Com fundamento no atrás exposto, acorda-se em julgar parcialmente procedente a apelação interposta pela ré AGEAS PORTUGAL – COMPANHIA DE SEGUROS, S.A., e, em consequência:

-Revoga-se a sentença recorrida na parte em se condenou a Ré AGEAS PORTUGAL – COMPANHIA DE SEGUROS, S.A., a pagar ao Autor NÉLSON JOSÉ RIBEIRO SOUSA SERRANO a quantia de €29.591,79 (vinte e nove mil, quinhentos e noventa e um euros e setenta e nove cêntimos), a título de dano patrimonial futuro [após descontar a quantia de €14.710,49 de capital de remição já pago ao montante de €44.302,28], acrescida de juros de mora, à taxa legal, desde a data da citação até efetivo pagamento (ponto 3 do segmento decisório).

-Mantém-se o demais decidido pela sentença recorrida.

Custas pela apelante e apelado na 1ª instância e no recurso, na proporção dos respetivos decaimentos- artigos 527º, nºs 1 e 2, 607º, nº 6 e 663º, nº 2, todos do CPC.

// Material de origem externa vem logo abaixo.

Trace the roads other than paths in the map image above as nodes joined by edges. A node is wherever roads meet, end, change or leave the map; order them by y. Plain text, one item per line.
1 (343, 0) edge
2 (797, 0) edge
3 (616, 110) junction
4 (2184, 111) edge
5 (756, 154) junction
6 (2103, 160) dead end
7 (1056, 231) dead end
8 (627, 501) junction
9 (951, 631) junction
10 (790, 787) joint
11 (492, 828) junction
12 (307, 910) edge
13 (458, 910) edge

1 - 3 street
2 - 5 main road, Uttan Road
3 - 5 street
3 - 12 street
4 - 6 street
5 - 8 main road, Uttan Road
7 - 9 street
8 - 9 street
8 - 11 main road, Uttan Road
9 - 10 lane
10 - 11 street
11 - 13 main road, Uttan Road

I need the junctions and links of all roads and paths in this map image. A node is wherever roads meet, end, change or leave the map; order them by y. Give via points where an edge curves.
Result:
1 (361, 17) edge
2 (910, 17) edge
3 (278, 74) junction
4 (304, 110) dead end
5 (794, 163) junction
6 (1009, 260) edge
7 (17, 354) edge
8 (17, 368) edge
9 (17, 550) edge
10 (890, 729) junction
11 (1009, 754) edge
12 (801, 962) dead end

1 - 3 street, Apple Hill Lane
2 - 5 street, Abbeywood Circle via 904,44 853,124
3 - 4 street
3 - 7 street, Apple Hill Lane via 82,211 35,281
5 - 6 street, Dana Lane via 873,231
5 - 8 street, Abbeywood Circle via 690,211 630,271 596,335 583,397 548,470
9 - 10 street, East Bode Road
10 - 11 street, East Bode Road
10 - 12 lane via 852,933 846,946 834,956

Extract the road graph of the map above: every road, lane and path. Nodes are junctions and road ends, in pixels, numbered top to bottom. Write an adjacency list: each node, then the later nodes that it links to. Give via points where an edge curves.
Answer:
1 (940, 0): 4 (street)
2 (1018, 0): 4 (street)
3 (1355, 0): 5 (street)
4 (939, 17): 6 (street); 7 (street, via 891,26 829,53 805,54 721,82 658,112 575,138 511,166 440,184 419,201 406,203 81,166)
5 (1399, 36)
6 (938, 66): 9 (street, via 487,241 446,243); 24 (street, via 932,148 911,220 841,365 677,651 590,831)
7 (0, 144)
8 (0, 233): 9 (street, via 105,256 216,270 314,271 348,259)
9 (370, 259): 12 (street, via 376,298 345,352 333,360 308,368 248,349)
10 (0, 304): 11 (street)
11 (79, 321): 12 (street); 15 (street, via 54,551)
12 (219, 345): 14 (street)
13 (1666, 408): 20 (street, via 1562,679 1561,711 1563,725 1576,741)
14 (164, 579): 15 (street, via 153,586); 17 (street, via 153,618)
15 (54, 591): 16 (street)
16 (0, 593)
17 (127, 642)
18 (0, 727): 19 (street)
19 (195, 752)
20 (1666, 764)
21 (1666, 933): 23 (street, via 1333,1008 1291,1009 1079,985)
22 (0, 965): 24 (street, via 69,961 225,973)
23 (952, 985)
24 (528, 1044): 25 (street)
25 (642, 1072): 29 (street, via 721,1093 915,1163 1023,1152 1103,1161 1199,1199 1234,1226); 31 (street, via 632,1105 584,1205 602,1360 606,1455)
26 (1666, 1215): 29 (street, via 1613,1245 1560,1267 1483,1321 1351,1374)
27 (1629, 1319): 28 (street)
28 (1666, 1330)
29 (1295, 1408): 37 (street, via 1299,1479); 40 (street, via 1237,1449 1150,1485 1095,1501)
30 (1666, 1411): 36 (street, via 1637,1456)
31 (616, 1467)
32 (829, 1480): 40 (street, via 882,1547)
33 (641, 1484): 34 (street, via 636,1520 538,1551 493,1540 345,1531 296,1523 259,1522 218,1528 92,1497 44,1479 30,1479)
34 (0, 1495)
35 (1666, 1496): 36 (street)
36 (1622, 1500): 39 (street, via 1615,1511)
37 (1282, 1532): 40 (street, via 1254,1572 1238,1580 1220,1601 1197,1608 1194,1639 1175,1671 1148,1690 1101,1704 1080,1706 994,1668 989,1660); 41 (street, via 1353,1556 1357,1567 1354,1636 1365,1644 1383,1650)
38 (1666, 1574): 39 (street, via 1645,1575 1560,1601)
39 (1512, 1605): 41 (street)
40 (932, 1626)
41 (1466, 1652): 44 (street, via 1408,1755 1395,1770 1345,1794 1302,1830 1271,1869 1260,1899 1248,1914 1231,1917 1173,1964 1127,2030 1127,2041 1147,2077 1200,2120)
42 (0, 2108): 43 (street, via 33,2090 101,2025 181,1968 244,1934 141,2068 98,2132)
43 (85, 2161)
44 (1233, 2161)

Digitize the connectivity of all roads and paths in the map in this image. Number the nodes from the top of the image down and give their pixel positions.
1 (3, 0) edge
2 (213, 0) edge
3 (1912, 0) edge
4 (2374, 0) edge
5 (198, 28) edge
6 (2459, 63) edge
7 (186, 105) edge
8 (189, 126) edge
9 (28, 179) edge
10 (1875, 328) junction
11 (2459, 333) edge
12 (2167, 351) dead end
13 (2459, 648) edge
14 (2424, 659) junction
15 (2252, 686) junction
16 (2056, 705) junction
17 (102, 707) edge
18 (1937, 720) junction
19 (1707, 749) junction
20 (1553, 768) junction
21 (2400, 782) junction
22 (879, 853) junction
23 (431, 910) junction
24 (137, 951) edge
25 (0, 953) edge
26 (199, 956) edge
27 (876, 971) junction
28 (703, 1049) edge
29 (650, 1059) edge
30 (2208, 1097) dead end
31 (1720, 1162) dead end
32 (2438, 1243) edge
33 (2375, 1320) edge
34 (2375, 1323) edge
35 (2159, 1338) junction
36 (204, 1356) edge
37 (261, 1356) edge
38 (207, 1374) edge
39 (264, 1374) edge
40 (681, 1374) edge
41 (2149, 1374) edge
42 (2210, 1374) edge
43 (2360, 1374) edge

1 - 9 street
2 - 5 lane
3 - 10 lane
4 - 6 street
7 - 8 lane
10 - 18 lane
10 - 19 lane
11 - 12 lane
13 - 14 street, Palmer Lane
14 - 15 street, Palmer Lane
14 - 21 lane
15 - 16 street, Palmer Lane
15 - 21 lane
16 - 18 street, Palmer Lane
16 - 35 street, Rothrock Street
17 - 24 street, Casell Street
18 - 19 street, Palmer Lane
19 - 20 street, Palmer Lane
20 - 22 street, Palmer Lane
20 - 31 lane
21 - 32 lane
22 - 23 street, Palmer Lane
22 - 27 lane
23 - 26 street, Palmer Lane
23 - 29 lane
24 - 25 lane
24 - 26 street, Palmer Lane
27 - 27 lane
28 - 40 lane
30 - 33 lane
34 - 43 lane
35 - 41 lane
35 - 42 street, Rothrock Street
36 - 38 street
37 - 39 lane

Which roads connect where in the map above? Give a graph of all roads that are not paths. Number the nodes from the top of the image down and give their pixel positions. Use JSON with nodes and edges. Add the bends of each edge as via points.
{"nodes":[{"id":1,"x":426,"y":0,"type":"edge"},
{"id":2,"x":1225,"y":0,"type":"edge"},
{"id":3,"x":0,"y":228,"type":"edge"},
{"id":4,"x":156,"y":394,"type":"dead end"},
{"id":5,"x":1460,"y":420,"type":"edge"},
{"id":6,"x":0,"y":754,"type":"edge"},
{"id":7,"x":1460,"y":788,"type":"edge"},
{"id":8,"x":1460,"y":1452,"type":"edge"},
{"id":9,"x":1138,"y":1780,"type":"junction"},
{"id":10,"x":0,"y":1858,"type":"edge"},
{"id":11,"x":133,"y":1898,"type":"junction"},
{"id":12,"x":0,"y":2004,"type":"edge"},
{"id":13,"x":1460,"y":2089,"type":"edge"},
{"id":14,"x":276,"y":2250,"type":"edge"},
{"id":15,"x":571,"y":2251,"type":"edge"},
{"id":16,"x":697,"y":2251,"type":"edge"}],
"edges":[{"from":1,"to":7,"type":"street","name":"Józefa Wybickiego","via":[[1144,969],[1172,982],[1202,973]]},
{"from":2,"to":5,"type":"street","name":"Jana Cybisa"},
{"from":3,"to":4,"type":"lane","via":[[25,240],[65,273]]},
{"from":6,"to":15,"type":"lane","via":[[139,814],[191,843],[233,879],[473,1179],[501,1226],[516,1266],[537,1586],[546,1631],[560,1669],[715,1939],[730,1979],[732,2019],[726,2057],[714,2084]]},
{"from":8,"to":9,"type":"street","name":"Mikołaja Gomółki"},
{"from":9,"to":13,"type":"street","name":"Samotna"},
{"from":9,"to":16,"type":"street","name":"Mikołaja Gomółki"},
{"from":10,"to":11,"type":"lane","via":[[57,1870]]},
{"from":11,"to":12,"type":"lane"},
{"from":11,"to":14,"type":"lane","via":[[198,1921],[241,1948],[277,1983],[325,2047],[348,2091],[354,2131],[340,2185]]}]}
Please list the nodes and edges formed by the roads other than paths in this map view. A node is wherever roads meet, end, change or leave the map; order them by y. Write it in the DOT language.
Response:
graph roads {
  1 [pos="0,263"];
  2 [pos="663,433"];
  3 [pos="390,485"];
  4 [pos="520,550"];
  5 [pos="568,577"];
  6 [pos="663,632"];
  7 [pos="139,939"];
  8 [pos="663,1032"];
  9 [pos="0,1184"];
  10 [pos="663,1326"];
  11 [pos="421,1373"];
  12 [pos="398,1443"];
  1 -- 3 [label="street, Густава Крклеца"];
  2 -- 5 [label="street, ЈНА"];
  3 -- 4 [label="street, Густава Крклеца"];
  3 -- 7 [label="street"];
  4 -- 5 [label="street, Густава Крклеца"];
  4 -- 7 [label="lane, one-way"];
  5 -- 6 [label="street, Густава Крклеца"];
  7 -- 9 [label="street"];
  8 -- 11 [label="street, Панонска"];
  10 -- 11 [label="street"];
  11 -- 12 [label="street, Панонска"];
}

                                                                                                    Coimbra, 30 de maio de 2023

Mário Rodrigues da Silva- relator

Cristina Neves- adjunta

Teresa Albuquerque- adjunta

Texto redigido com aplicação da grafia do (novo) Acordo Ortográfico da Língua Portuguesa, respeitando-se, no entanto, em caso de transcrição, a grafia do texto original



([1]) Condena-se a Ré AGEAS PORTUGAL – COMPANHIA DE SEGUROS, S.A., a pagar ao Autor NÉLSON JOSÉ RIBEIRO SOUSA SERRANO a quantia de €29.591,79 (vinte e nove mil, quinhentos e noventa e um euros e setenta e nove cêntimos), a título de dano patrimonial futuro [após descontar a quantia de €14.710,49 de capital de remição já pago ao montante de €44.302,28], acrescida de juros de mora, à taxa legal, desde a data da citação até efectivo pagamento.
([2]) Proc. 1842/15.8T8STR.E1.S1, relatora Rosa Tching, www.dgsi.pt.
 
([3]) Proc. 1544/16.8T8ALM.L1.S2, relator Barateiro Martins, www.dgsi.pt.
([4]) Proc. nº 37/13.0TBMTR.G1.S1, relatora Maria da Graça Trigo, www.dgsi.pt.

([5]) Proc. 1509/13.1TVLSB.L1.S1, relator Tomé Gomes, www.dgsi.pt.

([6]) Ac. do STJ, de 22-01-2009, proc. 07B4242, relatora Maria dos Prazeres Beleza, www.dgsi.pt.
([7]) Cf. ainda, Ac. do STJ, de 3-02-2022, proc. 24267/15.0T8SNT.L1.S1, relator Tibério Nunes da Silva, www.dgsi.pt.

([8]) Proc. 7614/15.2T8GMR.G1.S1, relator Henrique Antunes, www.dgsi.pt.
([9]) Proc. 30/11.7TBSTR.E1.S1, relator Raimundo Queirós, www.dgsi.pt.
([10]) Proc. 9957/19.7T8VNG.P1.S1, relator António Magalhães, www.dgsi.pt.

([11]) Publicado no DR- I Série- A, de 27 de Junho de 2002.